→ WHAT YOU HAVE TO DO
Search the records below for the word "roads". Pull out each line that has it.

--- DATA TO EXAMINE ---

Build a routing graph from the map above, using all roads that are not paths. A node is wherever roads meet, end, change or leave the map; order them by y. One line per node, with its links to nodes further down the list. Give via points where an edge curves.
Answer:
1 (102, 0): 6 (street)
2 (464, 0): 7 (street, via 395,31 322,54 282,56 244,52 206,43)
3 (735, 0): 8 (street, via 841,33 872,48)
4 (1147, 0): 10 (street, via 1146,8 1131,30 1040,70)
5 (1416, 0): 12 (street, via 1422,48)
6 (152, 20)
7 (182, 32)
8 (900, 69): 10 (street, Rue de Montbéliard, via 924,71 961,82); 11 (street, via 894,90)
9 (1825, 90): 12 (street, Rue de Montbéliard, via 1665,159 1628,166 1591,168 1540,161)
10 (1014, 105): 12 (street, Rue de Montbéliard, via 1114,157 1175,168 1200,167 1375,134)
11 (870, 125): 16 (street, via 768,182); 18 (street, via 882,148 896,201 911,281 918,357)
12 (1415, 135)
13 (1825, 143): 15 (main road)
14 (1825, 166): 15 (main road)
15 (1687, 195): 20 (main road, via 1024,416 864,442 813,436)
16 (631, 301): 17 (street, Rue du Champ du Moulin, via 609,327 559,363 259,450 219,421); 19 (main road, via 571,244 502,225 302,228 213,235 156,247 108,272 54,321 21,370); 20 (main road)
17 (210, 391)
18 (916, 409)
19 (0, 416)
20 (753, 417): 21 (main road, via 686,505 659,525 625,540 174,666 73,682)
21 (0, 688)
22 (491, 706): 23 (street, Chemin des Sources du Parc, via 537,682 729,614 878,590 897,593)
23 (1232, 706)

---
--- DATA TO EXAMINE ---

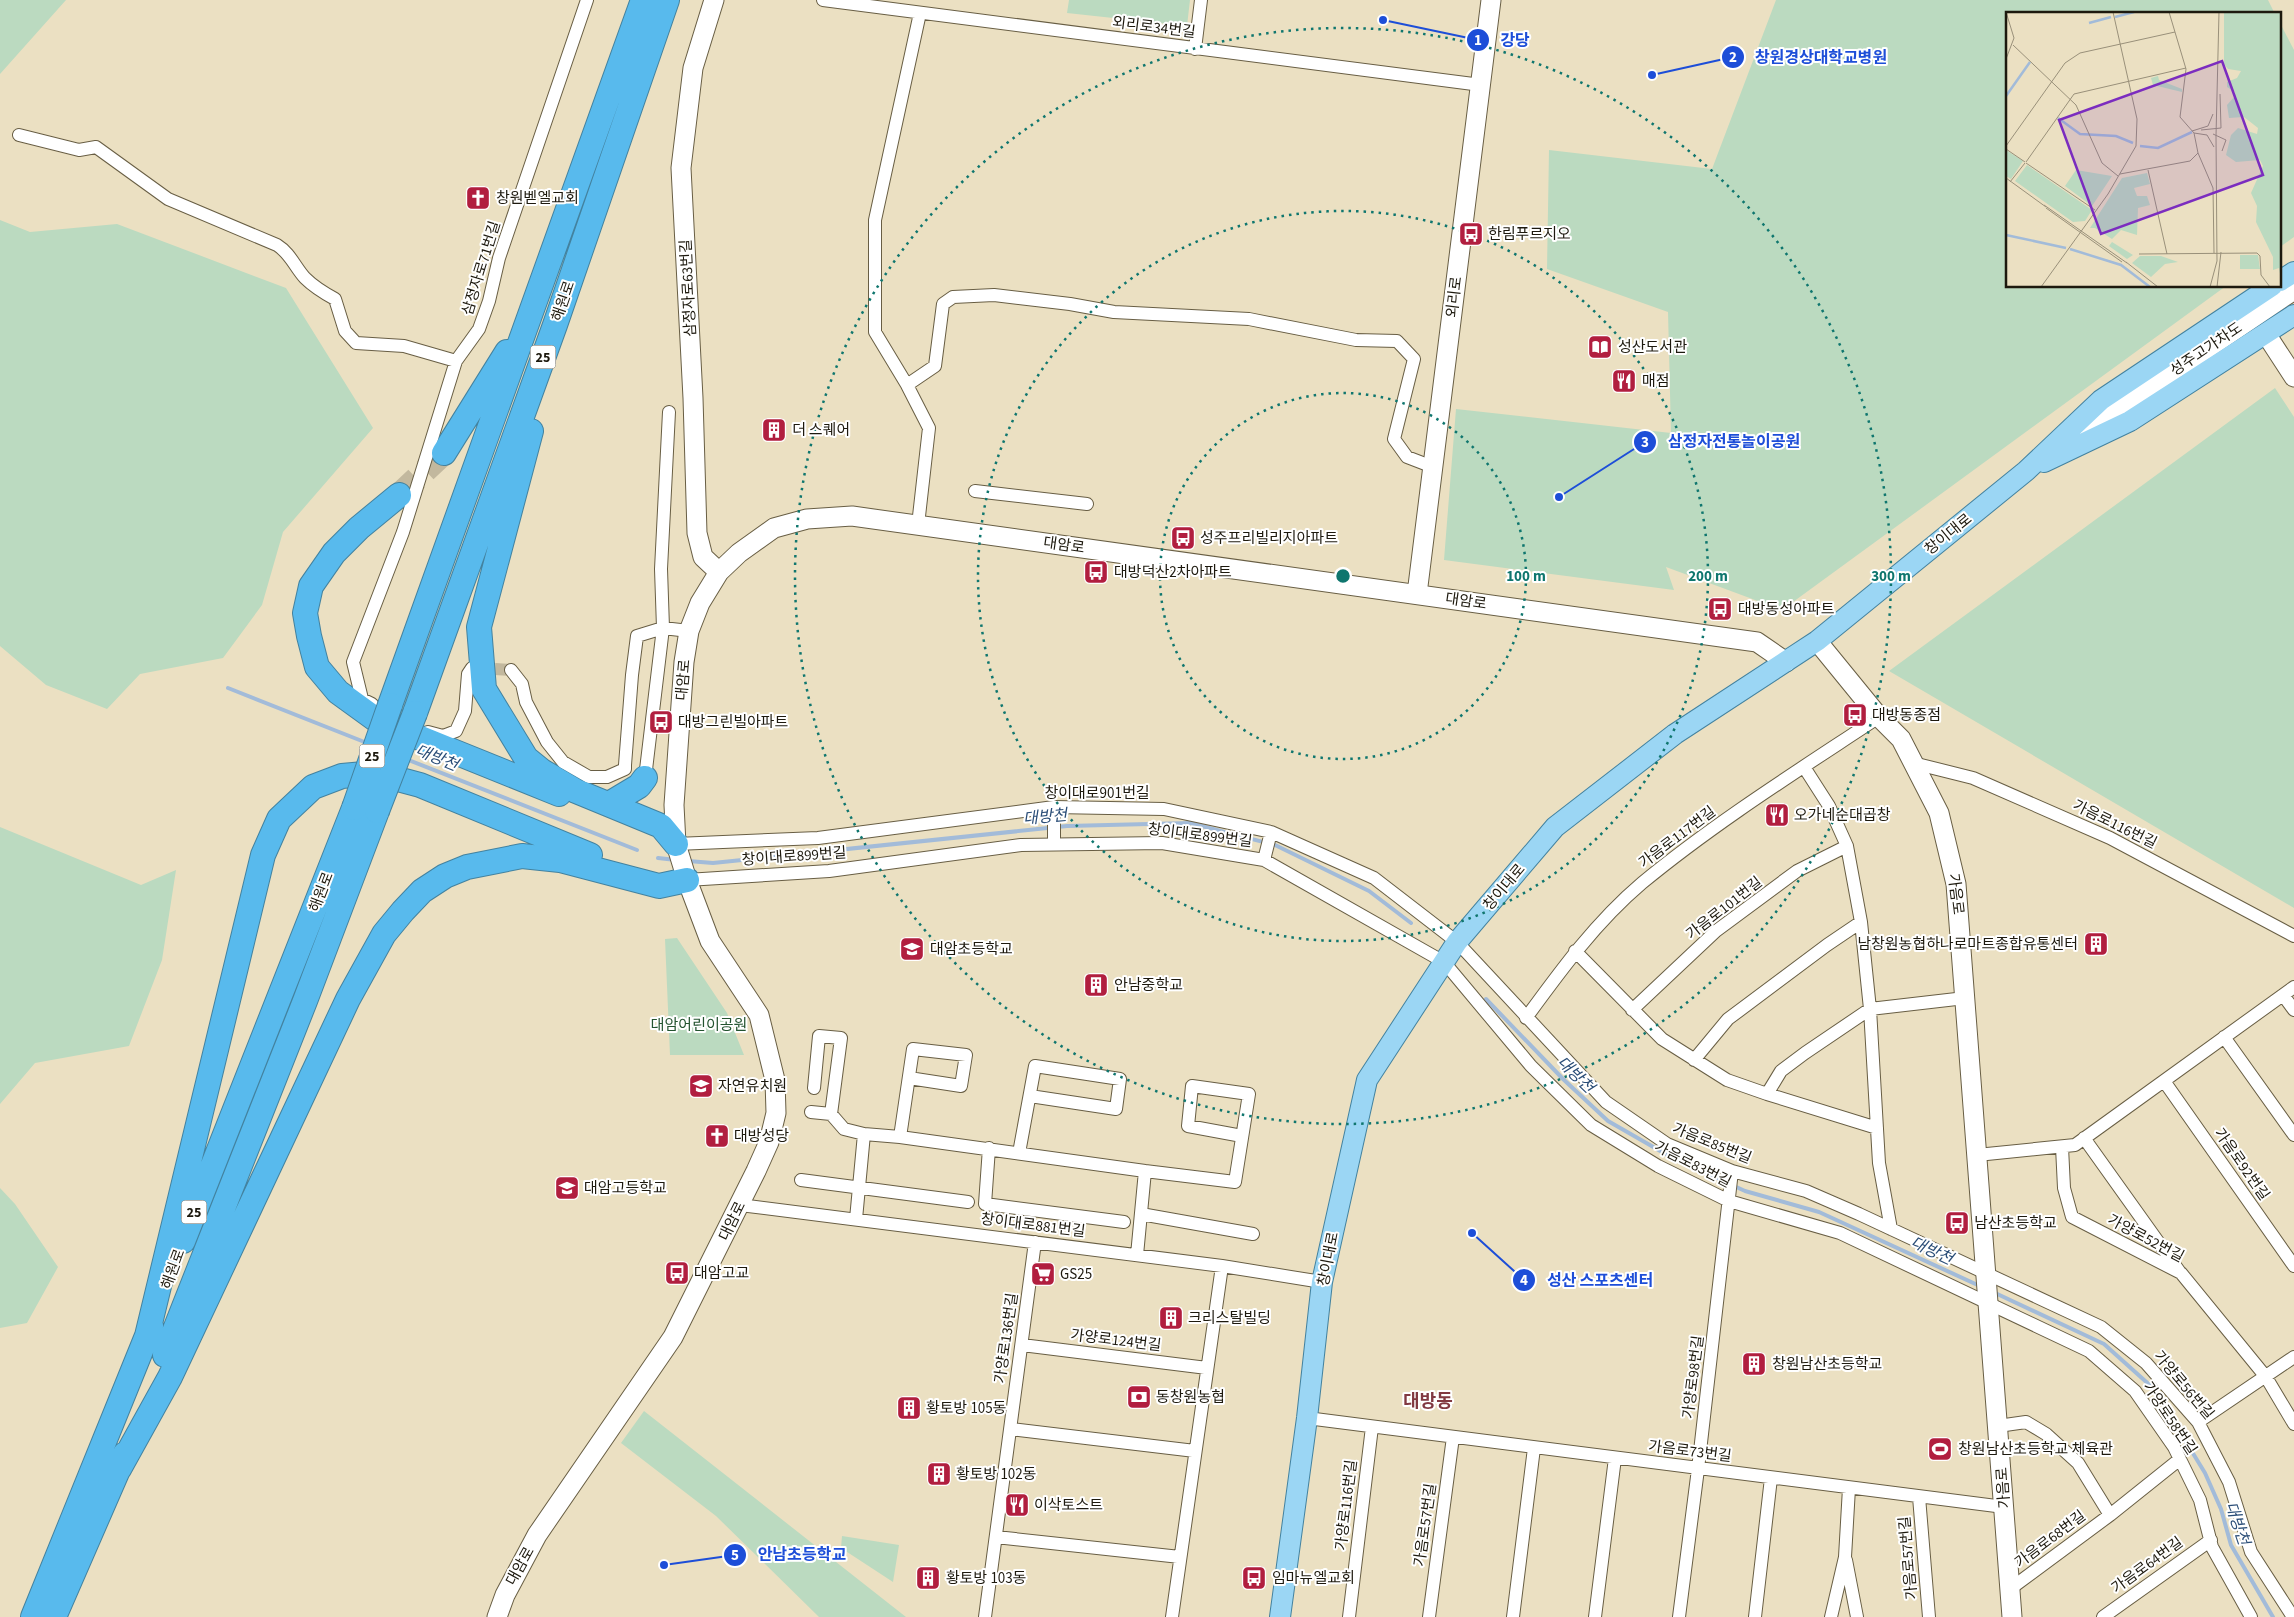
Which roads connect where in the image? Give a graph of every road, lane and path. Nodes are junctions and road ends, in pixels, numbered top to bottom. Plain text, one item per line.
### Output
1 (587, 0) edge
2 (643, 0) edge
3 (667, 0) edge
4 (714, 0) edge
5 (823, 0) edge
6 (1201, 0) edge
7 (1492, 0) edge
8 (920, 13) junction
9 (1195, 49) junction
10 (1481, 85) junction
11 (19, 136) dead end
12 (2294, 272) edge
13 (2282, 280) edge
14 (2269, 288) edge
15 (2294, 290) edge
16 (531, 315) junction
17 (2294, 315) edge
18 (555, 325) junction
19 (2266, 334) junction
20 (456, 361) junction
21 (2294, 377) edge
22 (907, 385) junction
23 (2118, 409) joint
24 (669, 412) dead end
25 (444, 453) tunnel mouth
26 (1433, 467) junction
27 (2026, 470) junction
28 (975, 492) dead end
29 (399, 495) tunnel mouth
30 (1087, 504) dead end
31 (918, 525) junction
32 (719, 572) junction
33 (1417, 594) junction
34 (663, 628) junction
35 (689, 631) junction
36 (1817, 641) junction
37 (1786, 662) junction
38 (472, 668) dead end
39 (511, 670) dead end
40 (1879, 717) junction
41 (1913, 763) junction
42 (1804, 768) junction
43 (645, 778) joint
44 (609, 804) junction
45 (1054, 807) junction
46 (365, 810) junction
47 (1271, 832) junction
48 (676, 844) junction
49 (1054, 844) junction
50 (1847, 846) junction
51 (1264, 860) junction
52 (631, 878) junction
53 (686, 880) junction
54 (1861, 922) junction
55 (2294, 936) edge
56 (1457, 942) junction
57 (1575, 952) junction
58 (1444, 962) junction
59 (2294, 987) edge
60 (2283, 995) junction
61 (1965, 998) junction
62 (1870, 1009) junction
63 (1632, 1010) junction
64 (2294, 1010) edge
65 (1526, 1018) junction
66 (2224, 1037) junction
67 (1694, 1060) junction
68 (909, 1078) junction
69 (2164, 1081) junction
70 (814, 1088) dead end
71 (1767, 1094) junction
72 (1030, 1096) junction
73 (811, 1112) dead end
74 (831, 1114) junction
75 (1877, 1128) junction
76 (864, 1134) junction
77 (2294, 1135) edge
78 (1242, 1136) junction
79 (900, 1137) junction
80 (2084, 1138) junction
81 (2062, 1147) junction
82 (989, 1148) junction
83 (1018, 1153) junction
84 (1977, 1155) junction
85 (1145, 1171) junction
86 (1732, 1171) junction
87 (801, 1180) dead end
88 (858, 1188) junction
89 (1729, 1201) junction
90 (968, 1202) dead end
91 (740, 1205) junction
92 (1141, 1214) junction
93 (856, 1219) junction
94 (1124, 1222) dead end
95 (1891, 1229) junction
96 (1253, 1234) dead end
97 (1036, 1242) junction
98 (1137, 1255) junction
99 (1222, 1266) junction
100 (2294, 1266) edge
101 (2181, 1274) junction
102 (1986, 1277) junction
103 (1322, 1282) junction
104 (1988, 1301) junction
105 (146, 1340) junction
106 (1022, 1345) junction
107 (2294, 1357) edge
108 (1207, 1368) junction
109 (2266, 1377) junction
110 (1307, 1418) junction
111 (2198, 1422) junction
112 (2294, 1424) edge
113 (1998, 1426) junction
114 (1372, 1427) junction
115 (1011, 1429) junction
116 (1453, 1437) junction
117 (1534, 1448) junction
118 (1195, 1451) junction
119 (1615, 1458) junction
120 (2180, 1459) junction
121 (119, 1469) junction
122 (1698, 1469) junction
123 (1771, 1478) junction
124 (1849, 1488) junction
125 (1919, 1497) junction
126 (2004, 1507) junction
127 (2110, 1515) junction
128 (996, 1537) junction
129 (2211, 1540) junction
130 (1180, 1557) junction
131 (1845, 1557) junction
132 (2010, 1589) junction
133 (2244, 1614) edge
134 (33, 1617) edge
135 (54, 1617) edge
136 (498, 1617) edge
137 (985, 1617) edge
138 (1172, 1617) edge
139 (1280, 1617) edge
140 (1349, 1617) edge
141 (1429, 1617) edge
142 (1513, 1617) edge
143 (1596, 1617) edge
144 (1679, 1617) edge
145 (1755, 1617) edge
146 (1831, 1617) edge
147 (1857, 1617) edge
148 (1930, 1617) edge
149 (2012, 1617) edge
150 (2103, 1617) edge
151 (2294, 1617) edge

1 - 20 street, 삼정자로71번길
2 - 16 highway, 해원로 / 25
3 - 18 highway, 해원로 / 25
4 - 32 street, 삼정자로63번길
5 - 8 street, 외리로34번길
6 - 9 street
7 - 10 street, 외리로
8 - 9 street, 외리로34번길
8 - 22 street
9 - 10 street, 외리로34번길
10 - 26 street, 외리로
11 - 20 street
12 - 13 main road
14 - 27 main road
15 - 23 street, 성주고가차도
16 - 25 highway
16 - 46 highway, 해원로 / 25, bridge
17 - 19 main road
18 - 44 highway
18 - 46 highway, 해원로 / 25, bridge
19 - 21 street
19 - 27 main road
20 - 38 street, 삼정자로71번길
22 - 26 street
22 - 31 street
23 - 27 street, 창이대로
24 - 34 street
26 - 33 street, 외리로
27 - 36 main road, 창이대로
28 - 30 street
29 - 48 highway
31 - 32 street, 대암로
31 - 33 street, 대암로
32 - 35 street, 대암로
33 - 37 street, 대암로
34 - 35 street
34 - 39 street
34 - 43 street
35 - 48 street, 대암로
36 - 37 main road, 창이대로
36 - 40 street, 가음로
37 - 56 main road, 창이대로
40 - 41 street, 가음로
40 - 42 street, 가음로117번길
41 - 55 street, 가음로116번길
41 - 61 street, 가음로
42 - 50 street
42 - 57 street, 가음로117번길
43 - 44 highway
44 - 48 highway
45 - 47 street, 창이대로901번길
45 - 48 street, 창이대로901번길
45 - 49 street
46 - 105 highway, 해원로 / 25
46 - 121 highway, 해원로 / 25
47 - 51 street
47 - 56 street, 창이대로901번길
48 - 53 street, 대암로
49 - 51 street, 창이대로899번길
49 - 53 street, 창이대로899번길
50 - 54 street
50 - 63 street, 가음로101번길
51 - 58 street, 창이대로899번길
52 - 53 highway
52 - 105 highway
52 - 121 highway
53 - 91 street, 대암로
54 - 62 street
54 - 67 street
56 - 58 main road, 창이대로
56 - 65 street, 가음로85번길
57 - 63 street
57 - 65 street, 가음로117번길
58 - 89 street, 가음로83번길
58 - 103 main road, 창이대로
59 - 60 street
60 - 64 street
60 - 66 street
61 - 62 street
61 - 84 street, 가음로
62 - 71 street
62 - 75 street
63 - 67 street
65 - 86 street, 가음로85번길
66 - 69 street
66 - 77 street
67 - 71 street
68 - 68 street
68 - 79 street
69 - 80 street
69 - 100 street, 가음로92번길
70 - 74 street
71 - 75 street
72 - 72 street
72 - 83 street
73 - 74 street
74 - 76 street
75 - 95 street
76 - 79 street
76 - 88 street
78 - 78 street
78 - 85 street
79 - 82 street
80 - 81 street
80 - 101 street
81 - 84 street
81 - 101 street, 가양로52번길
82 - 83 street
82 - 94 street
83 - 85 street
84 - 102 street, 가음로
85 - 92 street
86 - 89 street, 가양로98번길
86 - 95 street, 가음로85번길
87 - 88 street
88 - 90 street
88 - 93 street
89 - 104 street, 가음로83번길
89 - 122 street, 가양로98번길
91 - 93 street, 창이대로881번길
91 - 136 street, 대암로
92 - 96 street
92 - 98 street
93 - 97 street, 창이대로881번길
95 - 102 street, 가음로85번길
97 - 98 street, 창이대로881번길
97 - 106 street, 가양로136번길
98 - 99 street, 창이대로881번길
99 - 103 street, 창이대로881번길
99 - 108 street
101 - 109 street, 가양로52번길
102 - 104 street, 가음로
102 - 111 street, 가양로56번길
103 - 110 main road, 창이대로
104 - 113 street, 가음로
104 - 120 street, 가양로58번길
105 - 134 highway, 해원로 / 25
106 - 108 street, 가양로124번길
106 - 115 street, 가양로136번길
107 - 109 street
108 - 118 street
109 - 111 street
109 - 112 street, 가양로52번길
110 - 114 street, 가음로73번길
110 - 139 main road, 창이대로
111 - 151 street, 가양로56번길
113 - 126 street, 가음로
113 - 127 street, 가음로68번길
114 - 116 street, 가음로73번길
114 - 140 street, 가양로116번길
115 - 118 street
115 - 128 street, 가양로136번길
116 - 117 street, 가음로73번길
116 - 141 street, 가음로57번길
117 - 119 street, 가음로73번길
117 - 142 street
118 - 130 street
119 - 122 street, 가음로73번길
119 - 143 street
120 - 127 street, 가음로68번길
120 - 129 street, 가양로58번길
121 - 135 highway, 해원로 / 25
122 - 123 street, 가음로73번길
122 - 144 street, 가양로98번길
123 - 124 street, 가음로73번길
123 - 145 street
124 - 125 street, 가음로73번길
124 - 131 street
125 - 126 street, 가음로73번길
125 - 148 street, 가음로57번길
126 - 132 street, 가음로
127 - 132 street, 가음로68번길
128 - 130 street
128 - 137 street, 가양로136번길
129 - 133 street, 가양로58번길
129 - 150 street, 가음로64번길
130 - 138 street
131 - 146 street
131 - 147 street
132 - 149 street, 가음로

---

→ TASK OUTPUT
Build a routing graph from the map above, using all roads that are not paths. A node is wherever roads meet, end, change or leave the map; order them by y. One line per node, with its links to nodes further down the list. Give via points where an edge curves.
Which roads connect where in the image? Give a graph of every road, lane and path. Nodes are junctions and road ends, in pixels, numbered top to bottom. Plain text, one item per line.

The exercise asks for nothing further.